_PROBLEM REQUIREMENTS_. Across the listing below, count the lines containing "Kercheval". Answer with that number only.

_RECORDS PROVIDED_.
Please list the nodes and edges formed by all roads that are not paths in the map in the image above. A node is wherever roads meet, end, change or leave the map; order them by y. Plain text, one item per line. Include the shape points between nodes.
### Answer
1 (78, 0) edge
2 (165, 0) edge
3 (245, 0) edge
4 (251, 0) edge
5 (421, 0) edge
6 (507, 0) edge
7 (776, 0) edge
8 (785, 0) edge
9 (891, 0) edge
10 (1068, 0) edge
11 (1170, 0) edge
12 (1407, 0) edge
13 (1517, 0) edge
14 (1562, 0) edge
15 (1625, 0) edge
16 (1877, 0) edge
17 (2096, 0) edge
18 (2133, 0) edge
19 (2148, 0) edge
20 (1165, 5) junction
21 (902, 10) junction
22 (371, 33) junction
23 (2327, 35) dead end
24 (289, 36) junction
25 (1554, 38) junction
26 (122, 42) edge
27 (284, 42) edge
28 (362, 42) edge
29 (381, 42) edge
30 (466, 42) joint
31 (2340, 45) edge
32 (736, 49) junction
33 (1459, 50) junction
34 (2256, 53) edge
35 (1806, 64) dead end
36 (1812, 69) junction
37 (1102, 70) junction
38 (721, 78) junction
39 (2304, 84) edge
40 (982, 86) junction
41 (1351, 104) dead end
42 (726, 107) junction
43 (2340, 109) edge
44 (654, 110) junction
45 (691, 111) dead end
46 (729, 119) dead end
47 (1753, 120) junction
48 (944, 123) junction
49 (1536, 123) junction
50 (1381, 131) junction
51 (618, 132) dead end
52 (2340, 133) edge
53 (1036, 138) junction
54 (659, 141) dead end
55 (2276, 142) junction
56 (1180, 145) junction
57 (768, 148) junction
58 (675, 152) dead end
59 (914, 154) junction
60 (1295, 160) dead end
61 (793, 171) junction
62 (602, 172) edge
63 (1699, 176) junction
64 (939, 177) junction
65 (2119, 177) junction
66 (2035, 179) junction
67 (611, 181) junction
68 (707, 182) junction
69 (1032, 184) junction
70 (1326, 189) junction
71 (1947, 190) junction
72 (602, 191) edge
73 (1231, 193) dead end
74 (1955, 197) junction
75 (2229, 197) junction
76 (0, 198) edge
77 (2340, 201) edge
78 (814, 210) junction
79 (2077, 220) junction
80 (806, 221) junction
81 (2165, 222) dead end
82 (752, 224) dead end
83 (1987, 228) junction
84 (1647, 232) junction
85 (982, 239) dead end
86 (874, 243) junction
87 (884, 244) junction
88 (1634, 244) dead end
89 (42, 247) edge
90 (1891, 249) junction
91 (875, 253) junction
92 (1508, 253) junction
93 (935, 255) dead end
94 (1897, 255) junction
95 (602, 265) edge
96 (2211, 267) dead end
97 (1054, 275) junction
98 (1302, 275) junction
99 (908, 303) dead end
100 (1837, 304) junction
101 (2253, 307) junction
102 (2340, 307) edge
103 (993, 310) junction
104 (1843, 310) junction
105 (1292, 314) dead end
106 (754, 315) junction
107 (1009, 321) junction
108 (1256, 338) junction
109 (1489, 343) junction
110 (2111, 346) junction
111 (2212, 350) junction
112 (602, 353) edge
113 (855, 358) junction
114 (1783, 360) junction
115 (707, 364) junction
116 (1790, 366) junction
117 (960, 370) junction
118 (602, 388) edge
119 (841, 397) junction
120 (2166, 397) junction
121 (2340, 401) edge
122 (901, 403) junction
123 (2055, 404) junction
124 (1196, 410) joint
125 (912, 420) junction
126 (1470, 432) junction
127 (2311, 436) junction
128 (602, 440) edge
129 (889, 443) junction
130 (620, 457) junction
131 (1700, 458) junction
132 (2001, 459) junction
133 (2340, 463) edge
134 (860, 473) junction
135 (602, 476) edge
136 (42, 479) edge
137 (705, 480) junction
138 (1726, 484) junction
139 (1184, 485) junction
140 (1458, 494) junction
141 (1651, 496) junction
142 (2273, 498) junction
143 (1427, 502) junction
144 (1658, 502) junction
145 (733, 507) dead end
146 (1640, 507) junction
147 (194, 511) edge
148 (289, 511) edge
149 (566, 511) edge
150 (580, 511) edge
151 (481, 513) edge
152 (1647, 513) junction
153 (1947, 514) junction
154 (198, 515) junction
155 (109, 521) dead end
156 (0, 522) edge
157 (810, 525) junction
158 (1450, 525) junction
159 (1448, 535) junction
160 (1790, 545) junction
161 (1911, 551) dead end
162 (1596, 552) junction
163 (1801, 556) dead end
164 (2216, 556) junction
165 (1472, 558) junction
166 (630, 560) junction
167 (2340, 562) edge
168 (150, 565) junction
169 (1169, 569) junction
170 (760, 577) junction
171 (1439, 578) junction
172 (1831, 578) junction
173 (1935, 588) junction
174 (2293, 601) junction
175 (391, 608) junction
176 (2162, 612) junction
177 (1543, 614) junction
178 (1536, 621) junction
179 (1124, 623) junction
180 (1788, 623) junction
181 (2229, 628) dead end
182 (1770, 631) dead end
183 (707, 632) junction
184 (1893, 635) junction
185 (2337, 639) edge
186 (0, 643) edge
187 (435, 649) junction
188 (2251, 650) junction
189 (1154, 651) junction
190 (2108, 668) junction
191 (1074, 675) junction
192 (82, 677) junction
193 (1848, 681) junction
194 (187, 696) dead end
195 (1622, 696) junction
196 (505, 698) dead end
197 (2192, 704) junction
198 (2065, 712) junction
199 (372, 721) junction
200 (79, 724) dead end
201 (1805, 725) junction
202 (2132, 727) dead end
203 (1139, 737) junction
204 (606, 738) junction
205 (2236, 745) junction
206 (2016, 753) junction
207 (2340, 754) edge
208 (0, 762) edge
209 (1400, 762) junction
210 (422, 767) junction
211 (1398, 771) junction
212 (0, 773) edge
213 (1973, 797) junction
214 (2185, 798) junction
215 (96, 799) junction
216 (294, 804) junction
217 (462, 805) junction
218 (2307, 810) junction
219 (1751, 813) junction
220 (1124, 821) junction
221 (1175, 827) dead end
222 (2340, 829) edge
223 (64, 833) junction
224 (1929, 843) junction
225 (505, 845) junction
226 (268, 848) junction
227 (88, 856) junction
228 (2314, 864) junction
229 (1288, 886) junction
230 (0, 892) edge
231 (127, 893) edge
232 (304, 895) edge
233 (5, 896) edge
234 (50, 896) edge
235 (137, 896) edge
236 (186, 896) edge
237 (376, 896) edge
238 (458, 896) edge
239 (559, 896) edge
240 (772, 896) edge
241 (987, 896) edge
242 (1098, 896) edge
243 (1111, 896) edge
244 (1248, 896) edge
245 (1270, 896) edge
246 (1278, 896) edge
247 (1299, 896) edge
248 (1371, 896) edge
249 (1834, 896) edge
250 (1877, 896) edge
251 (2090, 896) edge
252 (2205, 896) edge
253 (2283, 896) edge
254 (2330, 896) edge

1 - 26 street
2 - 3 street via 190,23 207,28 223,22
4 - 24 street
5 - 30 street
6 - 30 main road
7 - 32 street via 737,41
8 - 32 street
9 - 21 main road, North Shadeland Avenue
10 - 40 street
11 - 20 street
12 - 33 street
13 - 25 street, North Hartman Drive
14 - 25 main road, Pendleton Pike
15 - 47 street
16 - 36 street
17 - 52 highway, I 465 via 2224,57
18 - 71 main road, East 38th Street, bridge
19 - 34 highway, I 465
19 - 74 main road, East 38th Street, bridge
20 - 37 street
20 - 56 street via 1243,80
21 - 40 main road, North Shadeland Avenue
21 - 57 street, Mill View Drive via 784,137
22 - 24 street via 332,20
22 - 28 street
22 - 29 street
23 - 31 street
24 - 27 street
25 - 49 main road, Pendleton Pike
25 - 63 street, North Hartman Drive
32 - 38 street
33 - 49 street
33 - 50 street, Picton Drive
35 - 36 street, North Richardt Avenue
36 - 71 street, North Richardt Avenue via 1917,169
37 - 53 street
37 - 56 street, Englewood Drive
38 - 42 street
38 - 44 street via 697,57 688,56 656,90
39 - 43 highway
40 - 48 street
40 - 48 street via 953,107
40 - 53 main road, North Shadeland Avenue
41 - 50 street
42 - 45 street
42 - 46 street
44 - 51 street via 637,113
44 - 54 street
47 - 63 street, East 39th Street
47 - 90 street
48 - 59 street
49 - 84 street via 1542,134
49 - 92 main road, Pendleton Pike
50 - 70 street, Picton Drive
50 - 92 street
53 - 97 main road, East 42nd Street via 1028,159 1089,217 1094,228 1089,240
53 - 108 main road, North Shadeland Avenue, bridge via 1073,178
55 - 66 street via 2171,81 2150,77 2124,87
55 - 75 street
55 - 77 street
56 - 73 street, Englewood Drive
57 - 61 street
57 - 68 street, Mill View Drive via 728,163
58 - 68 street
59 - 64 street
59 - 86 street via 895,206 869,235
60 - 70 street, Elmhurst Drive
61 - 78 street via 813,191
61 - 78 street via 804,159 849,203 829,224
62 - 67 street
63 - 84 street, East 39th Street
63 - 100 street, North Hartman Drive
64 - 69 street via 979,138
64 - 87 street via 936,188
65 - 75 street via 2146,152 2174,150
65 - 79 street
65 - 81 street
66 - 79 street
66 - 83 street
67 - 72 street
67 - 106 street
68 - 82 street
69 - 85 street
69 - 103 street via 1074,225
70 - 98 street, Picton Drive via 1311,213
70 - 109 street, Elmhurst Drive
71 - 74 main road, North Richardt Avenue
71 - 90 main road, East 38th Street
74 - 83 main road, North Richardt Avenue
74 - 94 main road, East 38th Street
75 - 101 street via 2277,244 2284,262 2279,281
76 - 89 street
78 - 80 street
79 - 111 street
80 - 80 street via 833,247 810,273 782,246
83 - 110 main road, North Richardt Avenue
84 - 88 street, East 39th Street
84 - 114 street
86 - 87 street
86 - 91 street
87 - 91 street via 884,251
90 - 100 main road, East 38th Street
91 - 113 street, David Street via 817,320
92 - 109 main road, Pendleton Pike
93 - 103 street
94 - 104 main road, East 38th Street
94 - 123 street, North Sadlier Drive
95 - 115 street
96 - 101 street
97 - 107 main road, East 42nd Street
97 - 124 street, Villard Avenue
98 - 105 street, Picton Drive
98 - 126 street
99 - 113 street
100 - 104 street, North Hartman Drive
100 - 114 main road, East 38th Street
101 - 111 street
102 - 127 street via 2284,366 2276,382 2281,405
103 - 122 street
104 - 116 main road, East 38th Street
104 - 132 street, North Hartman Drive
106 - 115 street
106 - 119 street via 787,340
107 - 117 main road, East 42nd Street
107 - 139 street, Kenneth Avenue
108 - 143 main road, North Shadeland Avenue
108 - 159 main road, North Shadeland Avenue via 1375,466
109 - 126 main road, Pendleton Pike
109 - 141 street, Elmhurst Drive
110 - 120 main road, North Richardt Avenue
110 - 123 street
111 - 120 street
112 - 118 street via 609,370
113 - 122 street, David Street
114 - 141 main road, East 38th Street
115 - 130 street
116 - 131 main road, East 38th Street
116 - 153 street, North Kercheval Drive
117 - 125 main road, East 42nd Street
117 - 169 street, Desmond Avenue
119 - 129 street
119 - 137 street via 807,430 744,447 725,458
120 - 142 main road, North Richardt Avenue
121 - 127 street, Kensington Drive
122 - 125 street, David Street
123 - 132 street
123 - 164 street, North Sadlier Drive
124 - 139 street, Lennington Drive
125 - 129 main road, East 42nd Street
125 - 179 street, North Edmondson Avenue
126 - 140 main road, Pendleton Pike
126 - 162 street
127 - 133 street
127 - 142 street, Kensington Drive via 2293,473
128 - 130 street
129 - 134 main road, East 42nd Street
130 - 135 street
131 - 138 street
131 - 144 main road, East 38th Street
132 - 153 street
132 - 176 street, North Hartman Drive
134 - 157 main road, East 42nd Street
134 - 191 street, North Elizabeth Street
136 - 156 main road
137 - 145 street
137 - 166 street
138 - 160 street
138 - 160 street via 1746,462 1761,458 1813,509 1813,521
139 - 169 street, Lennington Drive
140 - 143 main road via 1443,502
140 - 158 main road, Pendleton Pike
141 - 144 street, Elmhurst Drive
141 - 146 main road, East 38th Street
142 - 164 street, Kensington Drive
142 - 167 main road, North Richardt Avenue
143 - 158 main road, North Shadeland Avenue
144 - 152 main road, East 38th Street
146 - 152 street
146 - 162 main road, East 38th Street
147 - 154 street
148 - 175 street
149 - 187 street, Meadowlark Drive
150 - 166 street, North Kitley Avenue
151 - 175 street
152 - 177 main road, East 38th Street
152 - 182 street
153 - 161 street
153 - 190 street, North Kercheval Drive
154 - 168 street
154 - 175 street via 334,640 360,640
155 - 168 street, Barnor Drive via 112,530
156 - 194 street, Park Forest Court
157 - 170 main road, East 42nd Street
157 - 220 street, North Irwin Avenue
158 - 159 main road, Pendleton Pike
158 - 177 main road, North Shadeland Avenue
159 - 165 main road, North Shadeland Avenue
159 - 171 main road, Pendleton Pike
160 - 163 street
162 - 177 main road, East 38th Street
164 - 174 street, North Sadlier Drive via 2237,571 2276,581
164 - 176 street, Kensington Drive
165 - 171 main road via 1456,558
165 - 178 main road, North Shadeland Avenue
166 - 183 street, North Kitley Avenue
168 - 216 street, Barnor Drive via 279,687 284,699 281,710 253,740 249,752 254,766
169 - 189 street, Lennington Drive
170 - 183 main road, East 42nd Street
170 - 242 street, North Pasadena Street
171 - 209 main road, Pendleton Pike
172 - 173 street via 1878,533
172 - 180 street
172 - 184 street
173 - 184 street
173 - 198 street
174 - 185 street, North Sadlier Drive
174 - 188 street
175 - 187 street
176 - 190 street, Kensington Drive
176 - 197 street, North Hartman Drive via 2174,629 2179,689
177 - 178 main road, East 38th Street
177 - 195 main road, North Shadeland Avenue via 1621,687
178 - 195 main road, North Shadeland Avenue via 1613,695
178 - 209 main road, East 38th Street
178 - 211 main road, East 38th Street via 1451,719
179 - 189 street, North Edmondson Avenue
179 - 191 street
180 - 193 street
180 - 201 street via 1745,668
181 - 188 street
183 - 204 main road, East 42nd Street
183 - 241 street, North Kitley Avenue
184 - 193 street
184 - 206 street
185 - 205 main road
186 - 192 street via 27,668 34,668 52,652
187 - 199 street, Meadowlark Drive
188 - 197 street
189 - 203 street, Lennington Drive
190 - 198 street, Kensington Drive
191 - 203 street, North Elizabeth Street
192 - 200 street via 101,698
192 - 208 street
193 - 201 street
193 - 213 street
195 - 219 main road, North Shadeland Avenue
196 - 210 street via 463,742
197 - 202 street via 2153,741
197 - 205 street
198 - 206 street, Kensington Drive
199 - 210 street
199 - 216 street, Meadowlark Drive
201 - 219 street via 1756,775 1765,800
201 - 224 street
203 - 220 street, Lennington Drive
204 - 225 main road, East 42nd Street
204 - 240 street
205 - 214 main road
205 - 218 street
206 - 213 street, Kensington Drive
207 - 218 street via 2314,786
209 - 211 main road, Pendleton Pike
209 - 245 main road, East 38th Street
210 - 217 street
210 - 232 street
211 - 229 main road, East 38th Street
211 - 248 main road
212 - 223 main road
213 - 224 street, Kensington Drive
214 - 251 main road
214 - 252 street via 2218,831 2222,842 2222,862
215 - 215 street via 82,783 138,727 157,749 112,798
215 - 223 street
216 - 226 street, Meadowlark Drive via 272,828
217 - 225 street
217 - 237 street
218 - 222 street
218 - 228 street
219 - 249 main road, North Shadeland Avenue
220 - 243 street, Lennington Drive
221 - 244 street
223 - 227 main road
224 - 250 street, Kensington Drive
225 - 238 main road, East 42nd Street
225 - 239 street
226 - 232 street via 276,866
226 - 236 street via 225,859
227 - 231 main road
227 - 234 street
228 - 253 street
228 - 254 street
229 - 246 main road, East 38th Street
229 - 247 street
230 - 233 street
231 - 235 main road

_OUTPUT FOR THIS EXERCISE_. 2